:: Problem description ::
Reproduce all of the material, keeping each line intact.
- - - - -
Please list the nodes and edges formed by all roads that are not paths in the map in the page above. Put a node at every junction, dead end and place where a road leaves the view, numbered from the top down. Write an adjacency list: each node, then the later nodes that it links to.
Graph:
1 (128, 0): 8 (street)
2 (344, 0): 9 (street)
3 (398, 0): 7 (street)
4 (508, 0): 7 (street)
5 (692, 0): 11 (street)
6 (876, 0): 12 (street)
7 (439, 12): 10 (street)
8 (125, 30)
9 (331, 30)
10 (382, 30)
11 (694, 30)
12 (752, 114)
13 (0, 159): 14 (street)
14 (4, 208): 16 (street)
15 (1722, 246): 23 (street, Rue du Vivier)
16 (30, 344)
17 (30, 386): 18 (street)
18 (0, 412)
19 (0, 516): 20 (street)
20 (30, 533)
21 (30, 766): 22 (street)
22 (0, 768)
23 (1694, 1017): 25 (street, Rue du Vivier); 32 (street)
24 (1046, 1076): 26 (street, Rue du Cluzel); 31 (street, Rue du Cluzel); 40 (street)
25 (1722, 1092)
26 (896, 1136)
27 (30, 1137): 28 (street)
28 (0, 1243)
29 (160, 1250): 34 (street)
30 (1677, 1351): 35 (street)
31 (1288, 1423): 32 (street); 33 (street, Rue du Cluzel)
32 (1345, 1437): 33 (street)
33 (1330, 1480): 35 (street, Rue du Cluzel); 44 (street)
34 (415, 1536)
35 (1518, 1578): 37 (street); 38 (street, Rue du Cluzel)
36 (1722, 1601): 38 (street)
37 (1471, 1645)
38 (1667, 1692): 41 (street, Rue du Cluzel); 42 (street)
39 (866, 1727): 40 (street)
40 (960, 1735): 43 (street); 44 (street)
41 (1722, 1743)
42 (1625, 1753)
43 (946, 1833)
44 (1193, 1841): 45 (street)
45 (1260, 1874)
- - - - -
:: Response ::
Please list the nodes and edges formed by all roads that are not paths in the map in the page above. Put a node at every junction, dead end and place where a road leaves the view, numbered from the top down. Write an adjacency list: each node, then the later nodes that it links to.
Graph:
1 (128, 0): 8 (street)
2 (344, 0): 9 (street)
3 (398, 0): 7 (street)
4 (508, 0): 7 (street)
5 (692, 0): 11 (street)
6 (876, 0): 12 (street)
7 (439, 12): 10 (street)
8 (125, 30)
9 (331, 30)
10 (382, 30)
11 (694, 30)
12 (752, 114)
13 (0, 159): 14 (street)
14 (4, 208): 16 (street)
15 (1722, 246): 23 (street, Rue du Vivier)
16 (30, 344)
17 (30, 386): 18 (street)
18 (0, 412)
19 (0, 516): 20 (street)
20 (30, 533)
21 (30, 766): 22 (street)
22 (0, 768)
23 (1694, 1017): 25 (street, Rue du Vivier); 32 (street)
24 (1046, 1076): 26 (street, Rue du Cluzel); 31 (street, Rue du Cluzel); 40 (street)
25 (1722, 1092)
26 (896, 1136)
27 (30, 1137): 28 (street)
28 (0, 1243)
29 (160, 1250): 34 (street)
30 (1677, 1351): 35 (street)
31 (1288, 1423): 32 (street); 33 (street, Rue du Cluzel)
32 (1345, 1437): 33 (street)
33 (1330, 1480): 35 (street, Rue du Cluzel); 44 (street)
34 (415, 1536)
35 (1518, 1578): 37 (street); 38 (street, Rue du Cluzel)
36 (1722, 1601): 38 (street)
37 (1471, 1645)
38 (1667, 1692): 41 (street, Rue du Cluzel); 42 (street)
39 (866, 1727): 40 (street)
40 (960, 1735): 43 (street); 44 (street)
41 (1722, 1743)
42 (1625, 1753)
43 (946, 1833)
44 (1193, 1841): 45 (street)
45 (1260, 1874)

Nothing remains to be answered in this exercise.